The F-PIoUv2 loss function proposed in this study combines the advantages of two loss functions. It not only adaptively selects the appropriate penalty factor based on the target size but also fully considers the overall positional information of the anchor boxes, enhancing the model’s ability to discriminate between anchor boxes of different quality.

3 Experimental design

3.1 Experimental environment

To ensure fair experimental comparisons, all experiments were conducted on a single computer with a standardized hardware configuration. The system ran Windows 11 Pro and was equipped with an AMD Ryzen 9 7945HX processor with Radeon Graphics, along with an NVIDIA GeForce RTX 4080 GPU. Python 3.10.9 was used as the programming language, and CUDA 11.8 was integrated to accelerate the model training process. For the experimental setup, all input images were uniformly resized to a resolution of 1450×1450 pixels, and each training batch contained 8 images. The model is trained for 200 epochs with a batch size of 16. The initial learning rate is set to 0.01. The optimizer starts with AdamW and later switches to SGD.

3.2 Evaluation metrics

To comprehensively assess the performance of the proposed model, this study adopts a series of evaluation metrics, including precision (P), recall (R), average precision (AP), mean average precision (mAP), model size, and detection frames per second (FPS) (Yang et al., 2023). These metrics collectively establish a comprehensive evaluation system aimed at quantifying the model’s efficiency and resource consumption in practical applications. Specifically, precision (P) reflects the accuracy of the model in identifying positive objects, i.e., the proportion of correctly detected targets among all detected targets. Recall (R) reveals the model’s coverage capability for positive samples, expressed as the proportion of correctly detected targets among all actual positive targets. Average precision (AP) provides an effective evaluation means for single-category performance by calculating the average of precision at different recall levels. Mean average precision (mAP), commonly used in multi-category target detection tasks, achieves a comprehensive measure of the model’s overall performance by averaging the AP values of all categories. This study uses mAP50 (IoU threshold of 50%) and mAP50-95 (average mAP across IoU thresholds from 50% to 95% in 5% increments) as evaluation metrics.
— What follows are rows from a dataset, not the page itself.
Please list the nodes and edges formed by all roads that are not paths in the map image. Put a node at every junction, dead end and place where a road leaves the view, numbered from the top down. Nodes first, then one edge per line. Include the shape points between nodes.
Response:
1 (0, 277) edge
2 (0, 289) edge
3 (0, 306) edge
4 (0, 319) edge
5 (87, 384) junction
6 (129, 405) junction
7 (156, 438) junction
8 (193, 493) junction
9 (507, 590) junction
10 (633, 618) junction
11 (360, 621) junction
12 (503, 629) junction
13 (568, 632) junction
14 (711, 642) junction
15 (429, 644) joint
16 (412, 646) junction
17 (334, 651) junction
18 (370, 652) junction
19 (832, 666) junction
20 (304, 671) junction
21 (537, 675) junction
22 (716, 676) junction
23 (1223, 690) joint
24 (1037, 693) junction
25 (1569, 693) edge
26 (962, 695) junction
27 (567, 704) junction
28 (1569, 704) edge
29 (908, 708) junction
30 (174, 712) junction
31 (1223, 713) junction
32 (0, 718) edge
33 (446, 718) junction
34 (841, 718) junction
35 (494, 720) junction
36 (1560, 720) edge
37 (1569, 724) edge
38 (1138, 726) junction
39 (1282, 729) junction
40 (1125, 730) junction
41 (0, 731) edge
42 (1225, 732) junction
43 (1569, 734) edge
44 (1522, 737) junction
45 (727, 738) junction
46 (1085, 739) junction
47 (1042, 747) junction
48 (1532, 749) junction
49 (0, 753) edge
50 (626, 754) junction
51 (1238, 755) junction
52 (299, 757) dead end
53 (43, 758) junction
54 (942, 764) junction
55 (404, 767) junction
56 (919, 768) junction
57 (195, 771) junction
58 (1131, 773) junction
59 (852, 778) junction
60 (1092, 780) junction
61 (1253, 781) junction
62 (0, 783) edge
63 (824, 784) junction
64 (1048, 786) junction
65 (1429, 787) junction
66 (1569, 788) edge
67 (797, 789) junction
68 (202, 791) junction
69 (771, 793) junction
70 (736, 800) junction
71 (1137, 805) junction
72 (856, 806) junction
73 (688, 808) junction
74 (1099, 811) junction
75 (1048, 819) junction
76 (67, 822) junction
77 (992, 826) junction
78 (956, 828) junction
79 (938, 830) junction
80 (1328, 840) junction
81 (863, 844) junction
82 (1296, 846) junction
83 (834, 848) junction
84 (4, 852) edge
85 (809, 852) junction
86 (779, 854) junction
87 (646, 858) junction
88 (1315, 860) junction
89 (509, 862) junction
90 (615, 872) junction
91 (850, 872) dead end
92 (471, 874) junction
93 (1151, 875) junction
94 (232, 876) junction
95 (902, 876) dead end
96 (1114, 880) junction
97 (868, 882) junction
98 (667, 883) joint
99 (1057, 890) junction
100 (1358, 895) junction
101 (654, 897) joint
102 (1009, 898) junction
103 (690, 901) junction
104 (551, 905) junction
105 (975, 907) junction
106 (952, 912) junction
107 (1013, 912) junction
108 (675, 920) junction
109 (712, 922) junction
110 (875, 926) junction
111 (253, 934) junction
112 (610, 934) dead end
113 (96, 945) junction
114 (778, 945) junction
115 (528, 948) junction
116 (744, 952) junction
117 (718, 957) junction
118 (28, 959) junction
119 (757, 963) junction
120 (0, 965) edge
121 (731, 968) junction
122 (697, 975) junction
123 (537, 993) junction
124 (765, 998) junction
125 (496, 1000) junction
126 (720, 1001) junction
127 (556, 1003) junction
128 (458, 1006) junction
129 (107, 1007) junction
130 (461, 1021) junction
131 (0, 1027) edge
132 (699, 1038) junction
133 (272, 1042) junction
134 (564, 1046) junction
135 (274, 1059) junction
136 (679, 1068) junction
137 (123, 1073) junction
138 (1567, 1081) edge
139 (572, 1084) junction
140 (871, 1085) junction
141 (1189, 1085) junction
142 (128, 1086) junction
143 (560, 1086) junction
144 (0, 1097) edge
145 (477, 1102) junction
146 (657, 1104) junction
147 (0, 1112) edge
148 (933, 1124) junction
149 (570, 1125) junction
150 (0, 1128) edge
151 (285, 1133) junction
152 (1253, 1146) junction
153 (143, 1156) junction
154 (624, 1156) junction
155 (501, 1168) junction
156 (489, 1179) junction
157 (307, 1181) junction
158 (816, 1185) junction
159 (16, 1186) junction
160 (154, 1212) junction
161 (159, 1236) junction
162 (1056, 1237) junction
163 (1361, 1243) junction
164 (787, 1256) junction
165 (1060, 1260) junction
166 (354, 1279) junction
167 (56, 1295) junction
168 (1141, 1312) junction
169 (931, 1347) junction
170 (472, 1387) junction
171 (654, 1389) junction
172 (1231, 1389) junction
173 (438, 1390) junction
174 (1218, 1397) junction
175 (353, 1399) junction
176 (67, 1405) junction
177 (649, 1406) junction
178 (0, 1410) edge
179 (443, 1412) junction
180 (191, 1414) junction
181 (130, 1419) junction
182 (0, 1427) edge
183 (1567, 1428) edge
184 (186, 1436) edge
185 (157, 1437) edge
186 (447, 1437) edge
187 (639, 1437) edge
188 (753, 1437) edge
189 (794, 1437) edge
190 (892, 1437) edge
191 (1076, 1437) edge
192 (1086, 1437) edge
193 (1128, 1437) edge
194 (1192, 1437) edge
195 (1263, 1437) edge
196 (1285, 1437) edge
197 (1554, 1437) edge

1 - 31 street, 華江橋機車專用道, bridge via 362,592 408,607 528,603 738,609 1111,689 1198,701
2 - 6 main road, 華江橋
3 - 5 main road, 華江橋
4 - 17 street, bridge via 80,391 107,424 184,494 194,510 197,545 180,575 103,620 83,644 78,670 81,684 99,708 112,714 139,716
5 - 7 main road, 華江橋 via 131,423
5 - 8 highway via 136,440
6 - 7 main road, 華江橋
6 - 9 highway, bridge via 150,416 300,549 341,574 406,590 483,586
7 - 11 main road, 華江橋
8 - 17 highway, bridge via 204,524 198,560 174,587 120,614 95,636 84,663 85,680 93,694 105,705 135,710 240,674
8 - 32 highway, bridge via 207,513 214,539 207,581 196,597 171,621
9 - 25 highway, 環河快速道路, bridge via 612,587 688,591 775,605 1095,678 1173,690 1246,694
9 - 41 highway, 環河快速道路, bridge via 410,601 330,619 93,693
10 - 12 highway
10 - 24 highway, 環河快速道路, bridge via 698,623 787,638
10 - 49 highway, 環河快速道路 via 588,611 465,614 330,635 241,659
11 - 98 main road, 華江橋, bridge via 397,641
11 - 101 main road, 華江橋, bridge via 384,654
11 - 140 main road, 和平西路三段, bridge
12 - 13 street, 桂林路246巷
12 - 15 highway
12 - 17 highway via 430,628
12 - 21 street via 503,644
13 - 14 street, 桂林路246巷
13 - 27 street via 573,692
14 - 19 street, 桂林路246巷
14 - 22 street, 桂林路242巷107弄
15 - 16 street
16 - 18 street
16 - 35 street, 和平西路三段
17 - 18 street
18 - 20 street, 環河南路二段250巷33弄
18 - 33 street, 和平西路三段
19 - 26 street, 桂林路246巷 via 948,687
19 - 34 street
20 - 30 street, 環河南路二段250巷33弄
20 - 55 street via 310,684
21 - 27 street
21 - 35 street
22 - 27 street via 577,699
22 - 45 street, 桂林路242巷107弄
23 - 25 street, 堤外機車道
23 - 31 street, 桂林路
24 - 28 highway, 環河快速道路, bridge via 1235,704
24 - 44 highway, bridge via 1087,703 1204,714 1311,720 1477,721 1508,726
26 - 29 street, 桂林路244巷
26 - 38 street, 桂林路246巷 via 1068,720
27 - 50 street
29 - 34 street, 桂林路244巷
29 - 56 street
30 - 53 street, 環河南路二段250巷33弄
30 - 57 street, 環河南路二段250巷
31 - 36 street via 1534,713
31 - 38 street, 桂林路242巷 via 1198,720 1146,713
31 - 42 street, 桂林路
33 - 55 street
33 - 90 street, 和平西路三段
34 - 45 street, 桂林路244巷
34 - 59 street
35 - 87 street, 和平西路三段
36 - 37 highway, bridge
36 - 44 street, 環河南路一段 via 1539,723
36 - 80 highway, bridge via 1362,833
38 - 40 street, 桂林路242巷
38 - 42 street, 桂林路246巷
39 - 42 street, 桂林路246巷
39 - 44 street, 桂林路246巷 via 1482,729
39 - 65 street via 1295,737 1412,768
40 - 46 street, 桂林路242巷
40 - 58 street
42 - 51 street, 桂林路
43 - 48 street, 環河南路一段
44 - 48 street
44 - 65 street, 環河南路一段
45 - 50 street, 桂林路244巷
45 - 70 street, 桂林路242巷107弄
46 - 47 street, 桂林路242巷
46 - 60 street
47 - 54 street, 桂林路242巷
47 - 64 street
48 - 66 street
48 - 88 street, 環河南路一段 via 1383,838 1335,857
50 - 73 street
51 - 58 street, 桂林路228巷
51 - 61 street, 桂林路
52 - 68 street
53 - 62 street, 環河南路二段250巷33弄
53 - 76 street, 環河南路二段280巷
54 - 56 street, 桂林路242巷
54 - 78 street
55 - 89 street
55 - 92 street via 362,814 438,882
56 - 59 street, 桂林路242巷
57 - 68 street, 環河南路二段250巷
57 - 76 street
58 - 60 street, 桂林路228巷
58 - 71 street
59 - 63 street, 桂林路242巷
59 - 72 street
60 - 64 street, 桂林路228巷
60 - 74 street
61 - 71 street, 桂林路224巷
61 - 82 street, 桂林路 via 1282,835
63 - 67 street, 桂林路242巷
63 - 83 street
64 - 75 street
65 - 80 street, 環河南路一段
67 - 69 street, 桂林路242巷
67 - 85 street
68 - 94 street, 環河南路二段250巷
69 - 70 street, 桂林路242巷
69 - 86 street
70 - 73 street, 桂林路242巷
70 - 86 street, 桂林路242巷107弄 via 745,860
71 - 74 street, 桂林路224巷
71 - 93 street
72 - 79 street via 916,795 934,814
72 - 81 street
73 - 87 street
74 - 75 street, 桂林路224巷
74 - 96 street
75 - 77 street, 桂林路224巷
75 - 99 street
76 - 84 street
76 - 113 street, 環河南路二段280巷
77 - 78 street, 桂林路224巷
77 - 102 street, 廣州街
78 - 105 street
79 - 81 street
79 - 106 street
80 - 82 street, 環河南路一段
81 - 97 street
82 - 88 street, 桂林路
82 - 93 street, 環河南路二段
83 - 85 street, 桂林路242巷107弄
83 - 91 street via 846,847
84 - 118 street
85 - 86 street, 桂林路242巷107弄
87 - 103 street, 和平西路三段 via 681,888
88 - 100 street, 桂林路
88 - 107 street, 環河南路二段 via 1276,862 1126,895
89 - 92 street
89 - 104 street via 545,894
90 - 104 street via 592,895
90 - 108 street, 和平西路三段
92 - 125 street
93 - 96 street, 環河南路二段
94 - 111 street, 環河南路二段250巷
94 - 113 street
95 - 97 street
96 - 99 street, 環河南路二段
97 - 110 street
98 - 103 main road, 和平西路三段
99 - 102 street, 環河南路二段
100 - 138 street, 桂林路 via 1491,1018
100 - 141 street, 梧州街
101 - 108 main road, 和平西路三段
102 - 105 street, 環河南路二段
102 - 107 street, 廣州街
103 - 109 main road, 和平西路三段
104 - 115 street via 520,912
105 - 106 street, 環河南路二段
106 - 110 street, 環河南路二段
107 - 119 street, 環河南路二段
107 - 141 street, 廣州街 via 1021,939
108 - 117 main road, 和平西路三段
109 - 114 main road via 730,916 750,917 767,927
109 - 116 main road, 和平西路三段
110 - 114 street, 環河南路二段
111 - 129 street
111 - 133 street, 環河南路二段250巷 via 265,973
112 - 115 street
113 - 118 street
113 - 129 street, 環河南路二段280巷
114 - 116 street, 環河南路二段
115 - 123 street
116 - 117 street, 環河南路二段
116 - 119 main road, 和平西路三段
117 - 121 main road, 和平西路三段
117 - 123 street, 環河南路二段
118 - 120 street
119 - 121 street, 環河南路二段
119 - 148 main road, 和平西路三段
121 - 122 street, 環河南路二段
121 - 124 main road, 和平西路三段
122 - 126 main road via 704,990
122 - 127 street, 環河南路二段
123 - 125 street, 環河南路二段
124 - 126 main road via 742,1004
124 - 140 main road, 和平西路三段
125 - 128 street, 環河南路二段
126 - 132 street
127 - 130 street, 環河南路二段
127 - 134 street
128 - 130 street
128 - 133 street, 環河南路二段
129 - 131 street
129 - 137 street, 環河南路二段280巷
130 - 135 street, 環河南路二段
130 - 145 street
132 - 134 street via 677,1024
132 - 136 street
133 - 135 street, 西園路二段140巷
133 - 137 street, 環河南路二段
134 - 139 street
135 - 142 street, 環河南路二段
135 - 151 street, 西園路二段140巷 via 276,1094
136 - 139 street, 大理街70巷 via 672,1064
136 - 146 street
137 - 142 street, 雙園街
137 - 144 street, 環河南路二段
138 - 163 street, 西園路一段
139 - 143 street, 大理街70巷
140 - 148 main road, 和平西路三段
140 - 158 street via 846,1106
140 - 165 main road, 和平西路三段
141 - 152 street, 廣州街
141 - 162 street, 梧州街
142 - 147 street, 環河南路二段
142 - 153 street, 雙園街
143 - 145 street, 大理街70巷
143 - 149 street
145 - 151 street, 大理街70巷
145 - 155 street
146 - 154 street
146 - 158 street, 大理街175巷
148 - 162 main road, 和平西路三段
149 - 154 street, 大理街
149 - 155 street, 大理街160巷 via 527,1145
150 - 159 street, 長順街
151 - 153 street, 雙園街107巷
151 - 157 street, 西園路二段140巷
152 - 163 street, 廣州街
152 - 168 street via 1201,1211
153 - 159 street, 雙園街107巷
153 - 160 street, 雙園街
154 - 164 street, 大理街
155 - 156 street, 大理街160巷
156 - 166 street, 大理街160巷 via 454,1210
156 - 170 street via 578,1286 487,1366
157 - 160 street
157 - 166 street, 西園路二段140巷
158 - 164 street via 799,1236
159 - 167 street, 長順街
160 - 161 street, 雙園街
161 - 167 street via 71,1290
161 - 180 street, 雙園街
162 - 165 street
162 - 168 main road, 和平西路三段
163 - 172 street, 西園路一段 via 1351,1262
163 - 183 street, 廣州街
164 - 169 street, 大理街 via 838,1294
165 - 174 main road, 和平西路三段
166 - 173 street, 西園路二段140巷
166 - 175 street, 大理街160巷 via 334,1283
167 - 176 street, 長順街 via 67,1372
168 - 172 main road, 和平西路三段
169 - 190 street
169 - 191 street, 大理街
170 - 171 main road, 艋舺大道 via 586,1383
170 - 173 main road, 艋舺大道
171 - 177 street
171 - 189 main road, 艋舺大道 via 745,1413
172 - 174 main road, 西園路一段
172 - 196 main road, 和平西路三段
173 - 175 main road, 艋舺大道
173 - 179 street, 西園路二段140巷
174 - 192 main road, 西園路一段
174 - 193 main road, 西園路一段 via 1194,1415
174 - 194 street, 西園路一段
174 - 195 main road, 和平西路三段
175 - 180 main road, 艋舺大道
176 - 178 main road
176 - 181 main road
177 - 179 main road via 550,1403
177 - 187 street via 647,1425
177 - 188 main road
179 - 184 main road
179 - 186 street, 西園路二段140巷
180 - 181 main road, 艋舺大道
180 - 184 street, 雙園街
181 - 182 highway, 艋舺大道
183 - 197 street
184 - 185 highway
In addition, the model size, quantified in megabytes (M), measures the model’s size and memory resource consumption, serving as an important indicator of model complexity. Detection frames per second (FPS) (Di and Qu, 2020), i.e., the number of image frames the model can process per second, directly reflects the model’s detection speed, measured in frames per second. The specific formulas for calculating each evaluation metric are omitted here for brevity (Equations 15–18):

$\begin{array}{ll}P=\frac{TP}{TP+FP}\times 100\%& (15)\end{array}$

$\begin{array}{ll}R=\frac{TP}{TP+FN}\times 100\%& (16)\end{array}$

$\begin{array}{ll}AP={\displaystyle {\int }_0^{ 1}P(R)\text{d}R\times 100\%}& (17)\end{array}$

$\begin{array}{ll}\text{F}1=\frac{2*P*R}{P+R}\times 100\%& (18)\end{array}$

The terms are as follows: TP is True Positive, FP is False Positive, TN is True Negative, and FN is False Negative.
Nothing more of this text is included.